What to work on →
Please repeat each of the records that follow, exactly as written.

Stored records
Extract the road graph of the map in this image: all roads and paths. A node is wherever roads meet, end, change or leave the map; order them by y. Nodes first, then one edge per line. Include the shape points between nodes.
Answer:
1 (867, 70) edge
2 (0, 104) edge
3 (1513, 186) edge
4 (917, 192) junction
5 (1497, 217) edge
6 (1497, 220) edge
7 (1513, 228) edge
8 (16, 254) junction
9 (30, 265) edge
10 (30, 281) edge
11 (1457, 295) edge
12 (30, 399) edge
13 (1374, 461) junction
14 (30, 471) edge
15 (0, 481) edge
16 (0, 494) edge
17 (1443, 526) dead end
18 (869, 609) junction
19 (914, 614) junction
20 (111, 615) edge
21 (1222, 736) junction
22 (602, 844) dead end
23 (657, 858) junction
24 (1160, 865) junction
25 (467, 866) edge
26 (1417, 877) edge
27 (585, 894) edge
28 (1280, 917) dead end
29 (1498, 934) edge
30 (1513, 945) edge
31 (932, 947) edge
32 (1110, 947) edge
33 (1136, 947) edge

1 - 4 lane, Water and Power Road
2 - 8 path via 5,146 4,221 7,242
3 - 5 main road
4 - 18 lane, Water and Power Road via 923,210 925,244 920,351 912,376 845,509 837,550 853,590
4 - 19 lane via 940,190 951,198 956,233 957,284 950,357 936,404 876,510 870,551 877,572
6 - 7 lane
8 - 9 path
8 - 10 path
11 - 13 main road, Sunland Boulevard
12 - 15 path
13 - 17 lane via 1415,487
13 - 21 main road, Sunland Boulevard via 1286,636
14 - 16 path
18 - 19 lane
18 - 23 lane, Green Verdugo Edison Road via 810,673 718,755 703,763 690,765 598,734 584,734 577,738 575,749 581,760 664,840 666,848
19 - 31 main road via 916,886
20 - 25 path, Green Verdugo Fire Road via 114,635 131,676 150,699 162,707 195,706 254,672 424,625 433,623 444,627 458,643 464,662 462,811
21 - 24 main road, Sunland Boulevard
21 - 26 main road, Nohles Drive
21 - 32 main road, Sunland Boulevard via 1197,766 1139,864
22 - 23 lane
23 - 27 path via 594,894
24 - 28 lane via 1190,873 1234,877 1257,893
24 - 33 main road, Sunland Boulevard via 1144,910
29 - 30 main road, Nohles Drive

Exercise solution →
Extract the road graph of the map in this image: all roads and paths. A node is wherever roads meet, end, change or leave the map; order them by y. Nodes first, then one edge per line. Include the shape points between nodes.
Answer:
1 (867, 70) edge
2 (0, 104) edge
3 (1513, 186) edge
4 (917, 192) junction
5 (1497, 217) edge
6 (1497, 220) edge
7 (1513, 228) edge
8 (16, 254) junction
9 (30, 265) edge
10 (30, 281) edge
11 (1457, 295) edge
12 (30, 399) edge
13 (1374, 461) junction
14 (30, 471) edge
15 (0, 481) edge
16 (0, 494) edge
17 (1443, 526) dead end
18 (869, 609) junction
19 (914, 614) junction
20 (111, 615) edge
21 (1222, 736) junction
22 (602, 844) dead end
23 (657, 858) junction
24 (1160, 865) junction
25 (467, 866) edge
26 (1417, 877) edge
27 (585, 894) edge
28 (1280, 917) dead end
29 (1498, 934) edge
30 (1513, 945) edge
31 (932, 947) edge
32 (1110, 947) edge
33 (1136, 947) edge

1 - 4 lane, Water and Power Road
2 - 8 path via 5,146 4,221 7,242
3 - 5 main road
4 - 18 lane, Water and Power Road via 923,210 925,244 920,351 912,376 845,509 837,550 853,590
4 - 19 lane via 940,190 951,198 956,233 957,284 950,357 936,404 876,510 870,551 877,572
6 - 7 lane
8 - 9 path
8 - 10 path
11 - 13 main road, Sunland Boulevard
12 - 15 path
13 - 17 lane via 1415,487
13 - 21 main road, Sunland Boulevard via 1286,636
14 - 16 path
18 - 19 lane
18 - 23 lane, Green Verdugo Edison Road via 810,673 718,755 703,763 690,765 598,734 584,734 577,738 575,749 581,760 664,840 666,848
19 - 31 main road via 916,886
20 - 25 path, Green Verdugo Fire Road via 114,635 131,676 150,699 162,707 195,706 254,672 424,625 433,623 444,627 458,643 464,662 462,811
21 - 24 main road, Sunland Boulevard
21 - 26 main road, Nohles Drive
21 - 32 main road, Sunland Boulevard via 1197,766 1139,864
22 - 23 lane
23 - 27 path via 594,894
24 - 28 lane via 1190,873 1234,877 1257,893
24 - 33 main road, Sunland Boulevard via 1144,910
29 - 30 main road, Nohles Drive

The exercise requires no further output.